▶ _WHAT TO DO_
Where a line of the data holds the word "Pisani", copy that line.

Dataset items
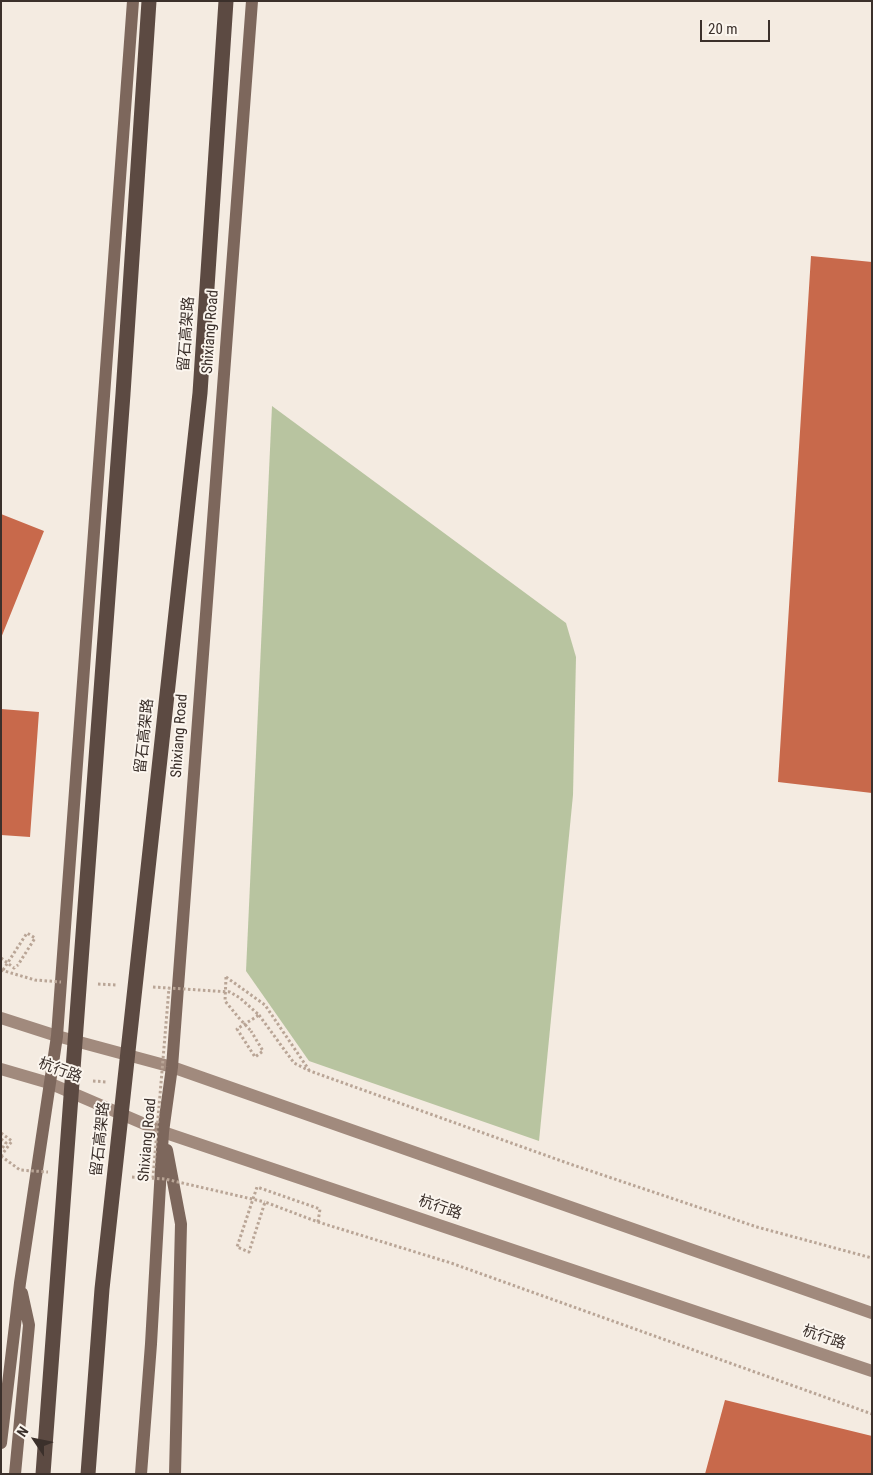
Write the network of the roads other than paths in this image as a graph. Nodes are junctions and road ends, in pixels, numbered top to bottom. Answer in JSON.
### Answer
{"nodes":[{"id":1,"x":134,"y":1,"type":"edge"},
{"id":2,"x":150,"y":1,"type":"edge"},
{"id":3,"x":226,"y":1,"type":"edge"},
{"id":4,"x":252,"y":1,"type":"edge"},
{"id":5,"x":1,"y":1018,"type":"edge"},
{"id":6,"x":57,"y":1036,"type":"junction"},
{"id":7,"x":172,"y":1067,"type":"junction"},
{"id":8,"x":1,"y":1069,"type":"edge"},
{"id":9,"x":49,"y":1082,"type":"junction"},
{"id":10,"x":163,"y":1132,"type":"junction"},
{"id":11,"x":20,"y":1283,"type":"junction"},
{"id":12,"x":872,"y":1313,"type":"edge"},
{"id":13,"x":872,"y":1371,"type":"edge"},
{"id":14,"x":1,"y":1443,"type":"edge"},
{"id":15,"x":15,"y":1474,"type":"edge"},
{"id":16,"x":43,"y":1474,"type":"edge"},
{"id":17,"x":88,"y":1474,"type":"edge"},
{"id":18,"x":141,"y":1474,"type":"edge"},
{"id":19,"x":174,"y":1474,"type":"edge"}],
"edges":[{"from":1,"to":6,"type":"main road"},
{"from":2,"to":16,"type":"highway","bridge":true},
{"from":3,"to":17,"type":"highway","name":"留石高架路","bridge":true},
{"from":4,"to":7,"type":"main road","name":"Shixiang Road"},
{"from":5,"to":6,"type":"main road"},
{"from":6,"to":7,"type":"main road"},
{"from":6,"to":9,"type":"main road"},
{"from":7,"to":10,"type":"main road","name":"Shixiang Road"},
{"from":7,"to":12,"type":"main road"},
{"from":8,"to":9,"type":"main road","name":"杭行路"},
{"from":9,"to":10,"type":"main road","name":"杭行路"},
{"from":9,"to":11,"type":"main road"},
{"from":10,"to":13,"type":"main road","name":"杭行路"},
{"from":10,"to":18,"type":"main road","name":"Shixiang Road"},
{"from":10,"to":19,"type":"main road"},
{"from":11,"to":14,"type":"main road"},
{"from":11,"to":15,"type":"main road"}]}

---

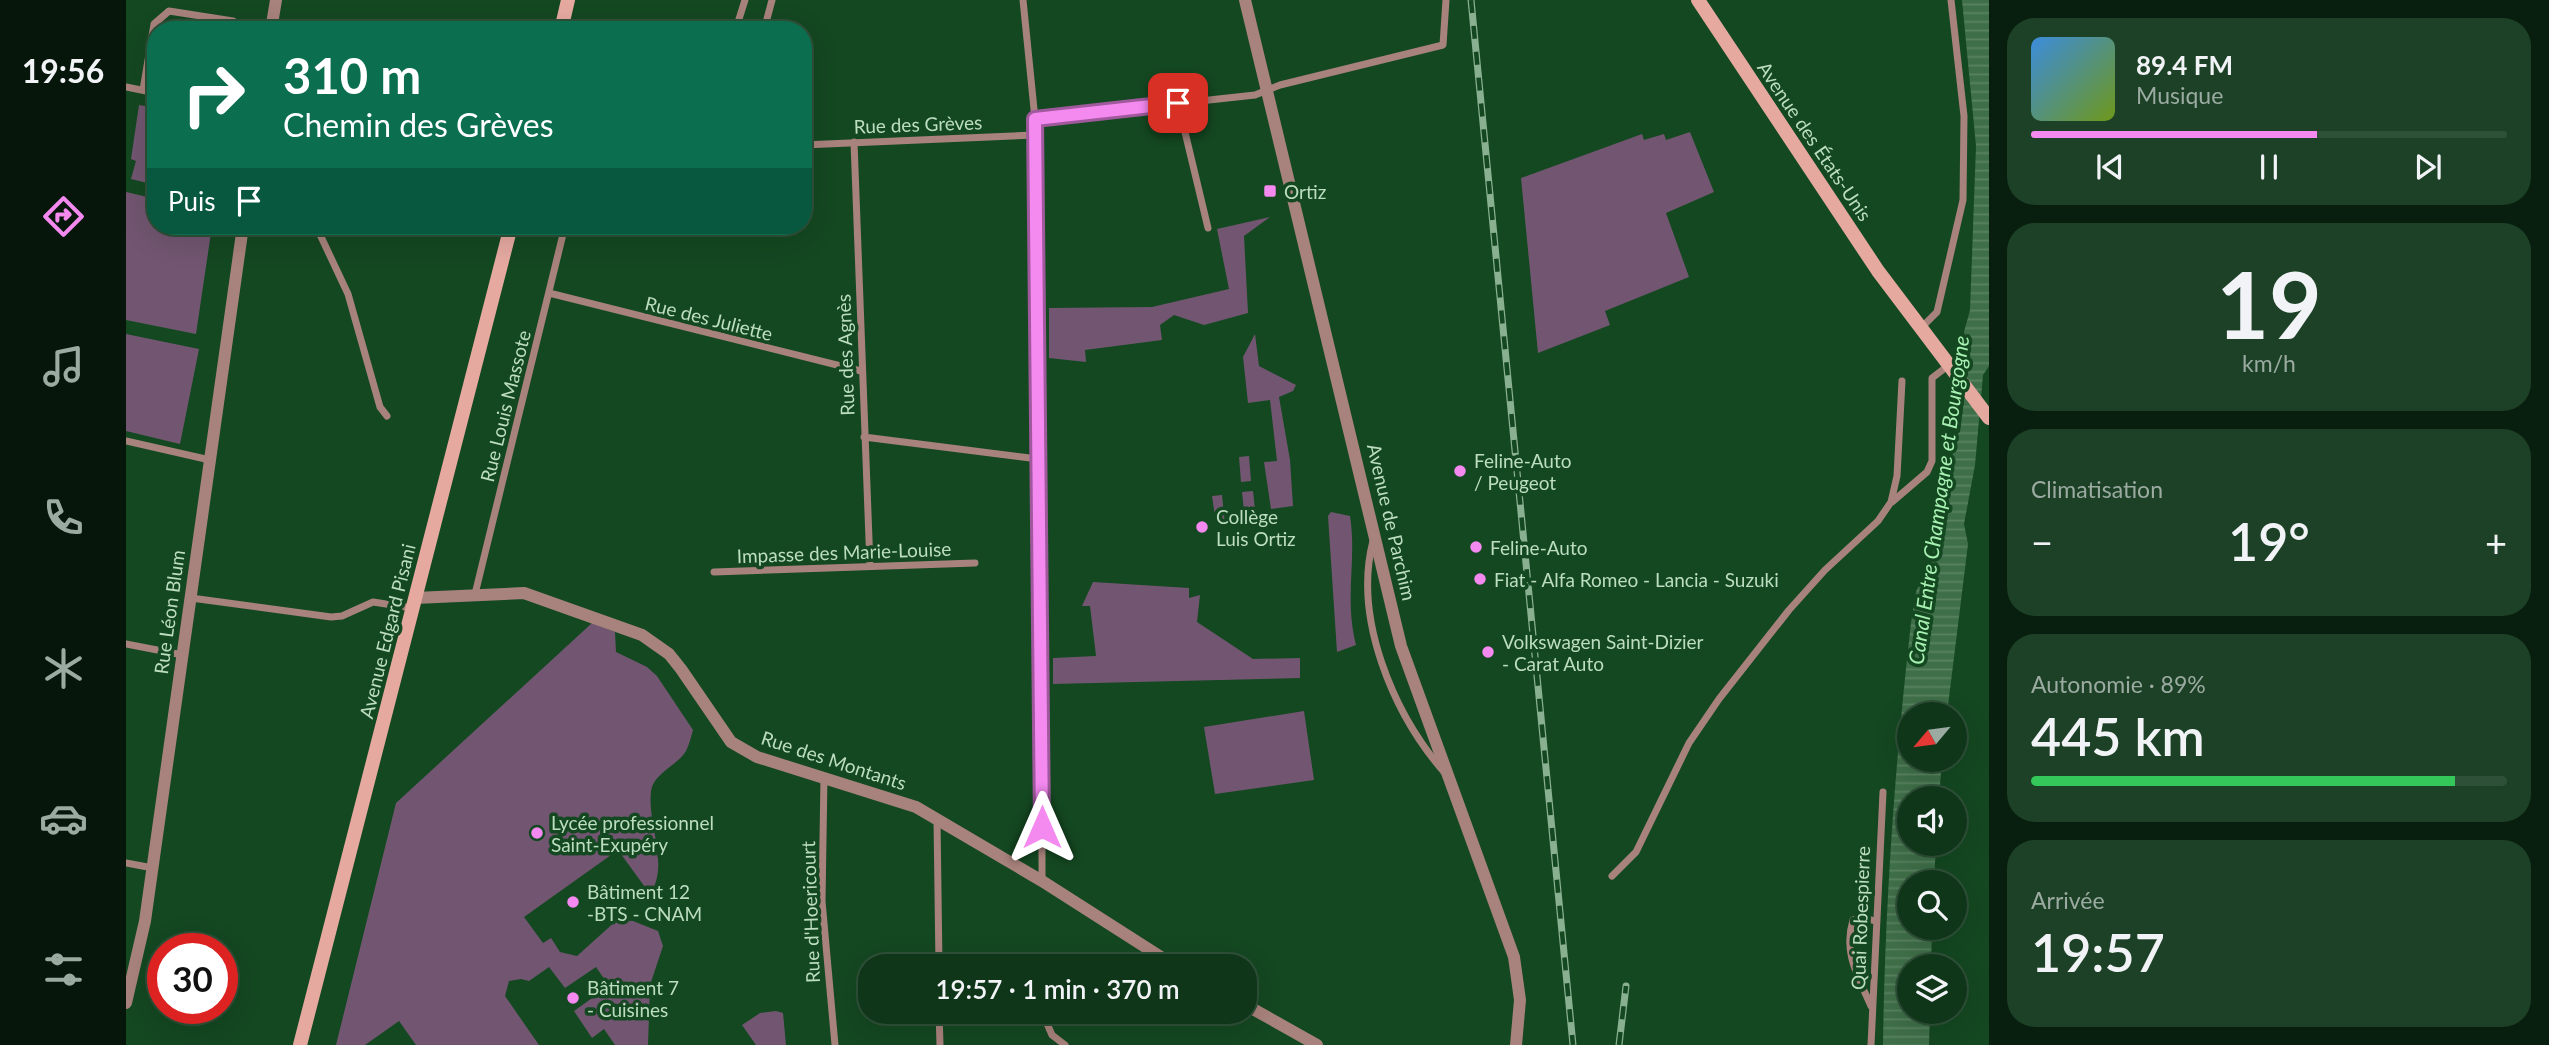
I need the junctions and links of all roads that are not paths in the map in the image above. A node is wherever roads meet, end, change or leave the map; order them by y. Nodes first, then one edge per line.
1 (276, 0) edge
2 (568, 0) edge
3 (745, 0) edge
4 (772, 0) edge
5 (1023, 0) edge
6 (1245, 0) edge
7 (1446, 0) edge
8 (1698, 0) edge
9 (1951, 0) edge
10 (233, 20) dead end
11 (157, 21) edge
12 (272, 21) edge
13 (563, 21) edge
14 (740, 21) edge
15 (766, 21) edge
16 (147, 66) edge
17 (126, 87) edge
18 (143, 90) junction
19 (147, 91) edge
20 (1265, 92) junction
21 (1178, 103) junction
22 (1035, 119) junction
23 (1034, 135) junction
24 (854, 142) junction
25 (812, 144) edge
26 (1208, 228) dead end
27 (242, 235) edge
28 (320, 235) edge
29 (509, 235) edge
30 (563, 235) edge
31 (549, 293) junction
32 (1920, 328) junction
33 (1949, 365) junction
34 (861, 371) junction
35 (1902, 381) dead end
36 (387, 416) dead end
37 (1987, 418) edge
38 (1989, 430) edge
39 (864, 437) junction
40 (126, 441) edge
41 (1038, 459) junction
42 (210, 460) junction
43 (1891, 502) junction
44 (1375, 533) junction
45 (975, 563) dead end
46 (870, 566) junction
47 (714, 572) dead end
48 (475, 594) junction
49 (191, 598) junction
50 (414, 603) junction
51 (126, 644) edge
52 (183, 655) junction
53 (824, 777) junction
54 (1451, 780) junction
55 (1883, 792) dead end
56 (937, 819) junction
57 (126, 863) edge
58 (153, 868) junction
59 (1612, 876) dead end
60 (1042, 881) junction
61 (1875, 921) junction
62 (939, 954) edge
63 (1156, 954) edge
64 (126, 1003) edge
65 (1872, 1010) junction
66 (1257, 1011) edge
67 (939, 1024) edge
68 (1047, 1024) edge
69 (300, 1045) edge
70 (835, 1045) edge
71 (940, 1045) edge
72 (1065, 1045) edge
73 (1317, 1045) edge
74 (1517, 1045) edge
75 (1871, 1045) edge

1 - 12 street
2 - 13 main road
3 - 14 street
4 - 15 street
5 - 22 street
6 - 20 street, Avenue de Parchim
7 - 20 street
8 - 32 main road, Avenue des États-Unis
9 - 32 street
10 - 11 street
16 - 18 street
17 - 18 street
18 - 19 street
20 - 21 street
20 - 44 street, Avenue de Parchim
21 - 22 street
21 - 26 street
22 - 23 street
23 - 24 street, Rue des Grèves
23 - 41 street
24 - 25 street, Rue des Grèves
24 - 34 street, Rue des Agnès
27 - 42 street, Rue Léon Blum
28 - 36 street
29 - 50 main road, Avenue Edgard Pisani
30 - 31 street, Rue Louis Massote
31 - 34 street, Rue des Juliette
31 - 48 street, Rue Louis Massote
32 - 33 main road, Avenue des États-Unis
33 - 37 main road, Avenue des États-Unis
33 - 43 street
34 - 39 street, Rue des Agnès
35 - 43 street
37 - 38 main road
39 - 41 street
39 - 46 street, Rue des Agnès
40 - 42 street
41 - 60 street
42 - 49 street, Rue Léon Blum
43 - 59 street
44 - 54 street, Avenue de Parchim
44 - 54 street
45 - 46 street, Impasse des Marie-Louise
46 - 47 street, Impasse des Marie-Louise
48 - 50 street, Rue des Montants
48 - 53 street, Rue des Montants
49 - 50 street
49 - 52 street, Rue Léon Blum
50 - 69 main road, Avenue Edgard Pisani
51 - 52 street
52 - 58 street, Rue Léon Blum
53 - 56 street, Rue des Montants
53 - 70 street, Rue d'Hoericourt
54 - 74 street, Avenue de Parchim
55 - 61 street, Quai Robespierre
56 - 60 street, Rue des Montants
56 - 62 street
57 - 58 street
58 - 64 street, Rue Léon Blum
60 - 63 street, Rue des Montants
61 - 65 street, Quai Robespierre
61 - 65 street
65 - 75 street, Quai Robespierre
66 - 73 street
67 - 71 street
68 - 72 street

▶ _ANSWER SECTION_
29 - 50 main road, Avenue Edgard Pisani
50 - 69 main road, Avenue Edgard Pisani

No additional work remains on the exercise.